ABOUT THIS TASK – Please retype each record exactly as it stands below.

*** Begin section ***

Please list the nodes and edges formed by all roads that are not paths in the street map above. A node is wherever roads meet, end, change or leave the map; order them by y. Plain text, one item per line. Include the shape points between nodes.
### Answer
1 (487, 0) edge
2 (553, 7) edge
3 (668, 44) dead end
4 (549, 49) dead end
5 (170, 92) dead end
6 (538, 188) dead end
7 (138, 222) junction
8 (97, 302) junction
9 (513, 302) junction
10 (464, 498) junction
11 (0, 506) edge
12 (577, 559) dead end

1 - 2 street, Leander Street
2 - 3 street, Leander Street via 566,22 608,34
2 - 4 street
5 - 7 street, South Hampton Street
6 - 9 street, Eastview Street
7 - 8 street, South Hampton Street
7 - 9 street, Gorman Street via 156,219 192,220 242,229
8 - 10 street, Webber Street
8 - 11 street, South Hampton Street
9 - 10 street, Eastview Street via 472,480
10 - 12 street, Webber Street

*** End section ***

TASK RESPONSE –
Please list the nodes and edges formed by all roads that are not paths in the street map above. A node is wherever roads meet, end, change or leave the map; order them by y. Plain text, one item per line. Include the shape points between nodes.
### Answer
1 (487, 0) edge
2 (553, 7) edge
3 (668, 44) dead end
4 (549, 49) dead end
5 (170, 92) dead end
6 (538, 188) dead end
7 (138, 222) junction
8 (97, 302) junction
9 (513, 302) junction
10 (464, 498) junction
11 (0, 506) edge
12 (577, 559) dead end

1 - 2 street, Leander Street
2 - 3 street, Leander Street via 566,22 608,34
2 - 4 street
5 - 7 street, South Hampton Street
6 - 9 street, Eastview Street
7 - 8 street, South Hampton Street
7 - 9 street, Gorman Street via 156,219 192,220 242,229
8 - 10 street, Webber Street
8 - 11 street, South Hampton Street
9 - 10 street, Eastview Street via 472,480
10 - 12 street, Webber Street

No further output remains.